A stimulating conclusion to Greg Caffrey’s time with Hard Rain SoloistEnsemble

United KingdomUnited Kingdom Nieuwe Noten: Hard Rain SoloistEnsemble (Aisling Agnew [flute], David McCann [cello], Daniel Browell [piano], Fie Schouten [clarinet], Joanne Quigley McParland and Roban Harron [violin]) / Sinead Hayes (conductor). Harty Room, Queens University, Belfast, 16.6.2023. (RB)

Hard Rain SoloistEnsemble

Gráinne MulveyLUCA
Greg CaffreyTout
John BuckleyThree Mobiles after Alexander Calder
Ann CleareWhere cobalt waves live
Piers HellawellGround Truthing
Rhona ClarkeNon-Stop

Greg Caffrey founded the Hard Rain SoloistEnsemble in 2013 and has been leading them from strength to strength over the last decade. This concert marked the end of his tenure as Artistic Director of the Ensemble. The programme featured a new work by him entitled, Tout which was written last year and first performed in Chile.

The programme opened with Gráinne’s Mulvey’s LUCA which offered a portrait of the single cell organism from which all life is thought to stem. The young violinist, Rohan Harron, joined the other members of the Ensemble for this piece in place of Joanne Quigley McParland. LUCA is very much an avantgarde work and the Ensemble did well in realising the unusual sound world required for this piece. The work moved from atomised sounds at the beginning and was allowed to build in a seemingly random and yet interconnected way. Sinead Hayes did an exemplary job bringing coherence to the work.

In Northern Ireland a tout is an informer within a particular community and the word was frequently used as a term of abuse during the ‘The Troubles’. Greg Caffrey’s new work, Tout is scored for piano and flute; it is a reflection on this idea of the informer during Northern Ireland’s recent ‘Troubles’. The work had a neo-Classical feel and there was much complex interplay and counterpoint between the two instruments. Aisling Agnew and Daniel Browell did an excellent job conjuring up ideas of danger, mistrust and deceit and the work ended on a shrill note perhaps depicting the identity of the ‘tout’ had been revealed. This was a stimulating and highly enjoyable new work.

John Buckley’s Three Mobiles After Alexander Calder was inspired by the kinetic sculptures of US sculptor, Alexander Calder. There was excellent interplay between all five players of the Ensemble in this piece. The artists captured well the playful quality of the first movement and the rhythmic vitality of the third with its shifting metrical patterns. The middle movement had a sombre eloquence which was dark and affecting. This is a highly impressive work that deserves to be heard much more widely.

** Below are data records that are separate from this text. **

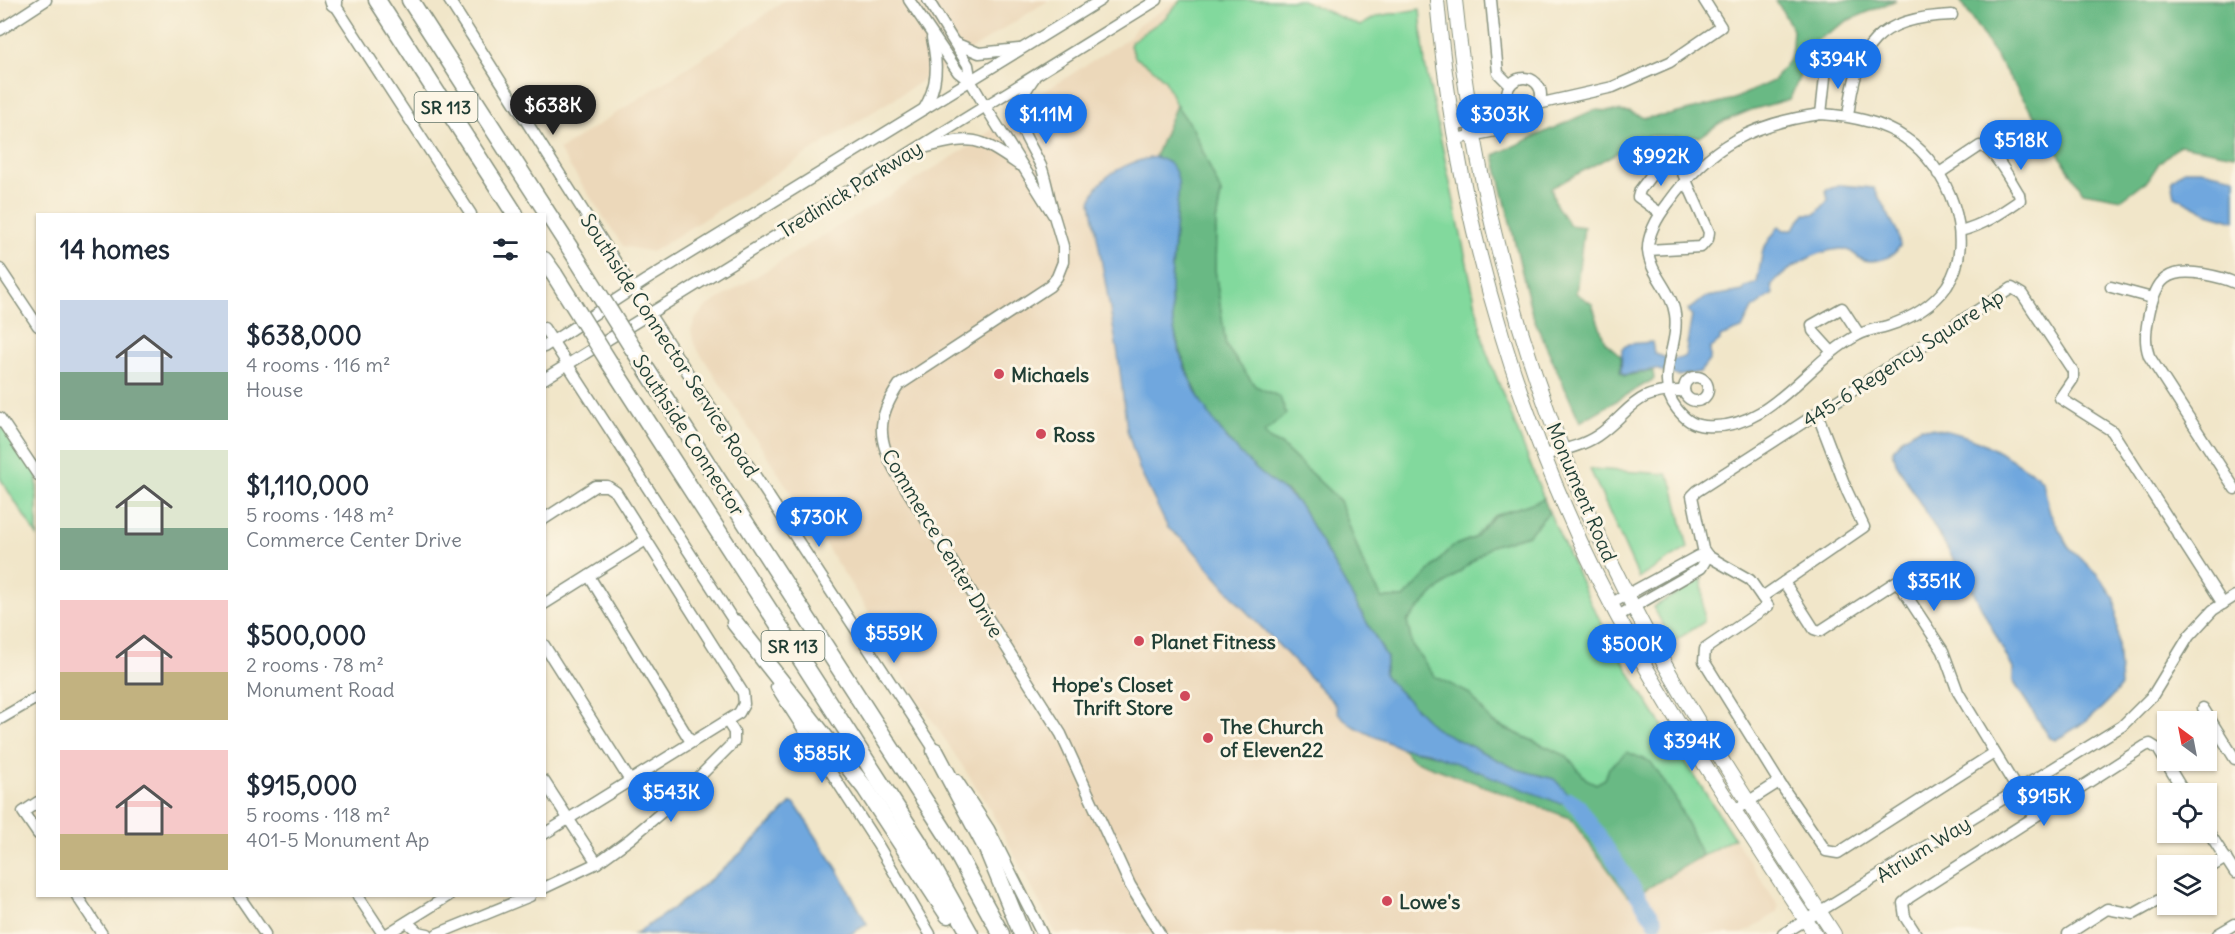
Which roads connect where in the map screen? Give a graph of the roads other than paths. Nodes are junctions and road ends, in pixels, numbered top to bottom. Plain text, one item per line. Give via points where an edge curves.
1 (46, 0) edge
2 (377, 0) edge
3 (410, 0) edge
4 (449, 0) edge
5 (909, 0) edge
6 (928, 0) edge
7 (1101, 0) edge
8 (1157, 0) edge
9 (1437, 0) edge
10 (1455, 0) edge
11 (1491, 0) edge
12 (1704, 0) edge
13 (333, 1) edge
14 (1952, 15) dead end
15 (0, 30) edge
16 (930, 32) junction
17 (955, 43) junction
18 (1023, 48) junction
19 (1856, 68) junction
20 (1038, 74) junction
21 (971, 82) junction
22 (1510, 85) junction
23 (1538, 104) junction
24 (985, 106) junction
25 (1517, 110) junction
26 (923, 111) junction
27 (1821, 114) junction
28 (1848, 116) junction
29 (1471, 123) junction
30 (1453, 125) junction
31 (1473, 137) junction
32 (1456, 140) junction
33 (915, 149) junction
34 (1024, 168) junction
35 (1938, 174) junction
36 (1685, 179) junction
37 (470, 213) edge
38 (514, 213) edge
39 (1660, 213) junction
40 (1054, 216) junction
41 (1960, 231) junction
42 (1648, 250) junction
43 (549, 267) edge
44 (0, 268) edge
45 (2235, 283) edge
46 (2111, 287) dead end
47 (633, 289) junction
48 (2152, 298) junction
49 (649, 313) junction
50 (36, 323) edge
51 (1859, 334) junction
52 (549, 344) edge
53 (1832, 352) junction
54 (568, 365) junction
55 (546, 378) edge
56 (1667, 390) junction
57 (1684, 391) dead end
58 (1817, 413) junction
59 (0, 418) edge
60 (1562, 450) junction
61 (1544, 455) junction
62 (36, 473) edge
63 (2235, 489) edge
64 (546, 518) edge
65 (646, 540) junction
66 (1708, 556) junction
67 (1666, 574) junction
68 (589, 576) junction
69 (1784, 582) junction
70 (1672, 585) junction
71 (2235, 596) edge
72 (1631, 601) junction
73 (1765, 602) junction
74 (546, 603) edge
75 (2223, 604) junction
76 (1615, 610) junction
77 (735, 623) junction
78 (546, 648) edge
79 (36, 698) edge
80 (2203, 708) dead end
81 (0, 719) edge
82 (727, 721) junction
83 (691, 742) junction
84 (935, 751) junction
85 (1994, 753) junction
86 (2235, 759) edge
87 (629, 779) junction
88 (1779, 783) junction
89 (2178, 783) edge
90 (546, 785) edge
91 (2018, 790) junction
92 (1750, 801) junction
93 (36, 803) edge
94 (1735, 810) junction
95 (568, 819) junction
96 (36, 831) edge
97 (546, 833) edge
98 (2216, 843) edge
99 (2226, 858) junction
100 (597, 863) junction
101 (2217, 863) edge
102 (2235, 873) edge
103 (546, 887) edge
104 (78, 897) edge
105 (240, 897) edge
106 (359, 897) edge
107 (444, 897) edge
108 (528, 897) edge
109 (2157, 901) edge
110 (1821, 914) junction
111 (1806, 920) junction
112 (407, 922) junction
113 (2235, 924) edge
114 (102, 934) edge
115 (265, 934) edge
116 (382, 934) edge
117 (387, 934) edge
118 (428, 934) edge
119 (437, 934) edge
120 (930, 934) edge
121 (959, 934) edge
122 (970, 934) edge
123 (1001, 934) edge
124 (1022, 934) edge
125 (1042, 934) edge
126 (1160, 934) edge
127 (1783, 934) edge
128 (1815, 934) edge
129 (1834, 934) edge
130 (1917, 934) edge
131 (2068, 934) edge
132 (2218, 934) edge

1 - 15 street
2 - 38 highway, SR 113
3 - 123 highway, Southside Connector / SR 113, bridge via 947,834
4 - 47 street, Southside Connector Service Road
5 - 16 street, Commerce Center Drive
6 - 17 street, Commerce Center Drive
7 - 18 street, Tredinick Parkway
8 - 20 street, Tredinick Parkway
9 - 30 main road, Monument Road
10 - 29 main road, Monument Road
11 - 22 street via 1498,73
12 - 23 street via 1721,27 1670,62 1613,87
13 - 37 street
14 - 19 street via 1902,22 1882,34
16 - 21 street, Commerce Center Drive via 958,72
16 - 26 street via 937,76
17 - 18 street via 979,52
17 - 21 street, Commerce Center Drive via 968,65
18 - 21 street, Tredinick Parkway
19 - 27 street via 1830,60
19 - 28 street
20 - 24 street, Tredinick Parkway
20 - 40 street via 1022,95 1017,115 1042,170
21 - 24 street, Commerce Center Drive
21 - 26 street, Tredinick Parkway
22 - 23 street via 1524,78 1534,81 1541,94
22 - 25 street via 1507,95
23 - 25 street via 1530,111
24 - 33 street, Tredinick Parkway
24 - 34 street, Commerce Center Drive
25 - 29 street via 1500,120
25 - 31 street via 1505,129
26 - 47 street, Tredinick Parkway
27 - 28 street
27 - 36 street via 1772,123 1742,135 1707,158
28 - 35 street via 1883,126 1907,139
29 - 30 street
29 - 31 main road, Monument Road
30 - 32 main road, Monument Road
31 - 32 street
31 - 60 main road, Monument Road via 1514,311
32 - 61 main road, Monument Road via 1488,285
33 - 34 street via 958,139 977,139
33 - 49 street, Tredinick Parkway
34 - 40 street, Commerce Center Drive
35 - 41 street
35 - 41 street via 1980,146 1986,147 2019,194 2019,200 1995,217
36 - 39 street
36 - 39 street via 1673,161 1662,161 1640,190 1638,197
36 - 42 street via 1709,232 1708,239 1701,247
39 - 42 street via 1648,240
40 - 126 street, Commerce Center Drive via 1063,246 1063,262 1057,277 1050,286 899,385 881,420 882,446 1061,734 1130,885
41 - 51 street via 1954,273 1936,299 1905,319
42 - 56 street via 1652,267 1675,311
43 - 122 highway, Southside Connector / SR 113, bridge via 918,841
44 - 50 street
45 - 48 street via 2220,277 2176,272 2160,283
46 - 48 street
47 - 49 street, Southside Connector Service Road
47 - 52 street, Tredinick Parkway
48 - 63 street via 2145,339 2149,356
49 - 54 street, Tredinick Parkway
49 - 84 street, Southside Connector Service Road
51 - 53 street
51 - 53 street via 1842,308 1812,325 1812,331
52 - 54 street
53 - 56 street via 1790,391 1745,420 1694,424 1683,417
54 - 55 street, Tredinick Parkway
54 - 77 street
56 - 57 street
56 - 60 street via 1629,406 1594,438
58 - 66 street, 445-6 Regency Square Ap via 1692,496 1703,549
58 - 69 street via 1864,527
58 - 75 street, 445-6 Regency Square Ap via 2012,288 2022,294 2073,371 2073,379 2060,398 2112,431
59 - 62 street
60 - 61 street
60 - 72 main road, Monument Road
61 - 76 main road, Monument Road
64 - 65 street via 595,486 607,486 616,492
65 - 68 street
65 - 82 street via 743,693 744,704 739,713
66 - 67 street via 1698,556
66 - 70 street via 1701,568
66 - 73 street via 1750,580
67 - 70 street
67 - 72 street
68 - 74 street
68 - 83 street
69 - 73 street
69 - 85 street via 1814,629 1820,631 1897,581 1942,651 1958,692
70 - 72 street
71 - 75 street, Atrium Way
72 - 76 street
72 - 92 main road, Monument Road via 1669,671
73 - 88 street via 1713,641 1703,654
75 - 91 street, Atrium Way via 2189,636 2141,709 2122,726
76 - 94 main road, Monument Road via 1672,711
77 - 120 street via 878,845
77 - 121 highway via 865,788
78 - 87 street
79 - 81 street
80 - 86 street
82 - 83 street
82 - 100 street via 734,732 734,742 676,800
83 - 87 street
84 - 124 highway via 987,849
84 - 125 street, Southside Connector Service Road via 989,829
85 - 88 street via 1838,853 1826,851 1820,845
85 - 91 street
87 - 95 street
88 - 92 street
89 - 130 street via 2158,749 2150,744 2145,746 1910,897 1902,909
90 - 95 street
91 - 110 street, Atrium Way
92 - 94 street
92 - 110 main road, Monument Road
93 - 96 street via 23,812
94 - 111 main road, Monument Road
95 - 97 street
95 - 100 street
98 - 99 street
99 - 101 street
99 - 102 street
100 - 103 street
104 - 114 street
105 - 115 street
106 - 116 street
107 - 112 street
108 - 119 street
109 - 131 street via 2134,914 2108,909
110 - 111 street, Atrium Way
110 - 129 main road, Monument Road
111 - 127 street, Atrium Way
111 - 128 main road, Monument Road
112 - 117 street
112 - 118 street via 418,932
113 - 132 street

Ann Cleare’s Where cobalt waves live was written for piano solo and treats the entire register of the piano as ‘an ocean of fluidity’. It was originally commissioned by Lyric FM for the Dublin International Piano Competition in 2018. Daniel Browell gave a highly virtuosic account of this demanding work with its rapid rhythmic patterns and unusual effects traversing the whole of the keyboard.

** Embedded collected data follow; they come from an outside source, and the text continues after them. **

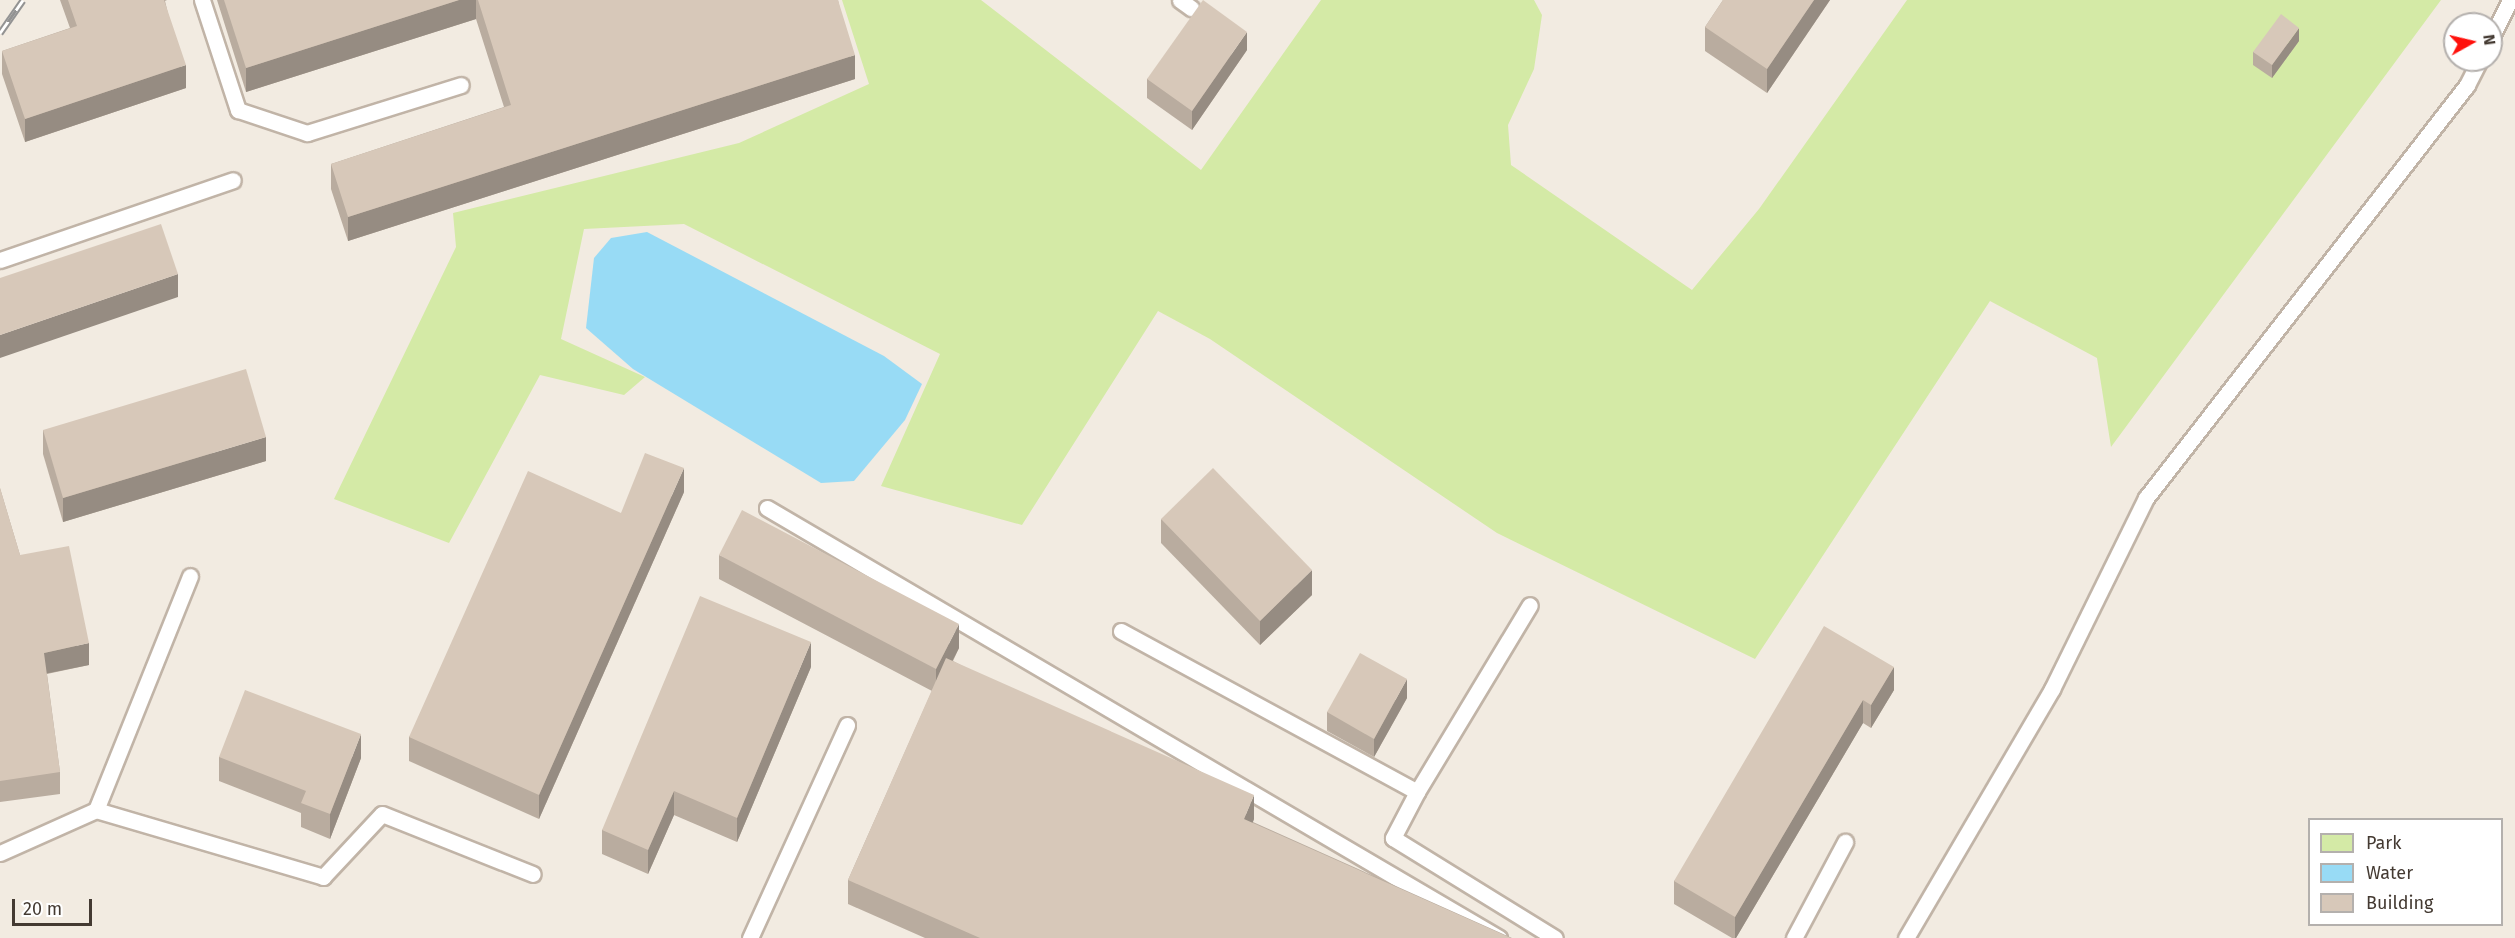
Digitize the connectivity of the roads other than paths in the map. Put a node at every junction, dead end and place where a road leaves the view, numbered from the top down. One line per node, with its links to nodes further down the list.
1 (202, 0): 5 (lane)
2 (2510, 0): 3 (lane)
3 (2503, 14)
4 (2474, 72): 22 (lane)
5 (461, 85)
6 (233, 180): 7 (lane)
7 (0, 260)
8 (766, 508): 19 (lane)
9 (190, 576): 14 (lane)
10 (1530, 605): 13 (lane)
11 (1121, 631): 13 (lane)
12 (847, 725): 18 (lane)
13 (1417, 792): 20 (lane)
14 (96, 810): 16 (lane); 17 (lane)
15 (1845, 842): 21 (lane)
16 (0, 853)
17 (533, 874)
18 (750, 938)
19 (1499, 938)
20 (1555, 938)
21 (1794, 938)
22 (1906, 938)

Piers Hellawell’s Ground Truthing was also written in 2018 and is a meditation on the same material at different magnifications. This piece was written for the whole of the Ensemble and they gave a very committed performance. I was impressed by some of the striking and highly original sonorities.

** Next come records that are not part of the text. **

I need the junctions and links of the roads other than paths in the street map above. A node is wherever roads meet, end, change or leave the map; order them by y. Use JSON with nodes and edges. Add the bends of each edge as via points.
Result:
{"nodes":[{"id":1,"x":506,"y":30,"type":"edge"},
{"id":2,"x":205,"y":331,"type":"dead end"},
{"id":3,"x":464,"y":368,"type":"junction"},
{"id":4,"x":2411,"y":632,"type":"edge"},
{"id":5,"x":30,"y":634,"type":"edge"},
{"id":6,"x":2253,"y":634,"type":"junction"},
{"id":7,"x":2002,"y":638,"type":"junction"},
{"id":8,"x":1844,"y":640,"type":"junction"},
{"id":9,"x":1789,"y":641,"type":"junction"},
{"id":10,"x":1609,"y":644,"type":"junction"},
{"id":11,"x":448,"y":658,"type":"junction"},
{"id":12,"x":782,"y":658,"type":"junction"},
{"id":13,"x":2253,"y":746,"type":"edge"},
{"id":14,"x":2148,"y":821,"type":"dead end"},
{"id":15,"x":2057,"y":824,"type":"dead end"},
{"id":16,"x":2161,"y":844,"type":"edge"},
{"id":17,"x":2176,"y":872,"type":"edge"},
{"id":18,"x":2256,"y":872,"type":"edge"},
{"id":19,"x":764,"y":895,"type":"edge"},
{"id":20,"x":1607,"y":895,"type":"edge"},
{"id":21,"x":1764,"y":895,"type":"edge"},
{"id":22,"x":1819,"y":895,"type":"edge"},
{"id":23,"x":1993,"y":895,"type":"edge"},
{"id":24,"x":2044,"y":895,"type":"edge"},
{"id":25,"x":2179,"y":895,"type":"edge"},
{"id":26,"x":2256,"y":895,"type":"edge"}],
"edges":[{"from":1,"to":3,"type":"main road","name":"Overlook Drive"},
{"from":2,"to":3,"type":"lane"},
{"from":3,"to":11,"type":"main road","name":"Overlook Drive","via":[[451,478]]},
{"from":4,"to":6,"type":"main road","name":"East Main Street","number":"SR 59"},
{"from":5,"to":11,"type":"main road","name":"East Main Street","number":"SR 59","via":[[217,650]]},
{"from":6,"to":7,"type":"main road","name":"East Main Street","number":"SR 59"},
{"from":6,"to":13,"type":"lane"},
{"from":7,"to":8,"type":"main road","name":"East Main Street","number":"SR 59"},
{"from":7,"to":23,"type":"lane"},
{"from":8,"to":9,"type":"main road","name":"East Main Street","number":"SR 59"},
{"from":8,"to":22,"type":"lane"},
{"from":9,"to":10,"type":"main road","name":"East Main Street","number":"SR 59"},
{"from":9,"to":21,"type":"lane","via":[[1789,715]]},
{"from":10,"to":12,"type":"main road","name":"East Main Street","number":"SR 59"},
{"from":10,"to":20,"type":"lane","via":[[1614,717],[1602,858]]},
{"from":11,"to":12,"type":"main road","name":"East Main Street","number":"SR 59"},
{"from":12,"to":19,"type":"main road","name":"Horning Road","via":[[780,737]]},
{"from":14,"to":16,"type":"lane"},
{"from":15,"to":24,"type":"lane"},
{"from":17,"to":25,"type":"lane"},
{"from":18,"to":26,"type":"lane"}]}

The concert concluded with Rhona Clarke’s Non-Stop, which is a fast-paced and visceral work. The irregular rhythms had an infectious foot-tapping quality and one could not help but be caught up in the sparkling exuberance of the music. It was a great way to finish an excellent concert and it provided a fitting tribute to mark the end of Greg Caffrey’s important work with the Ensemble.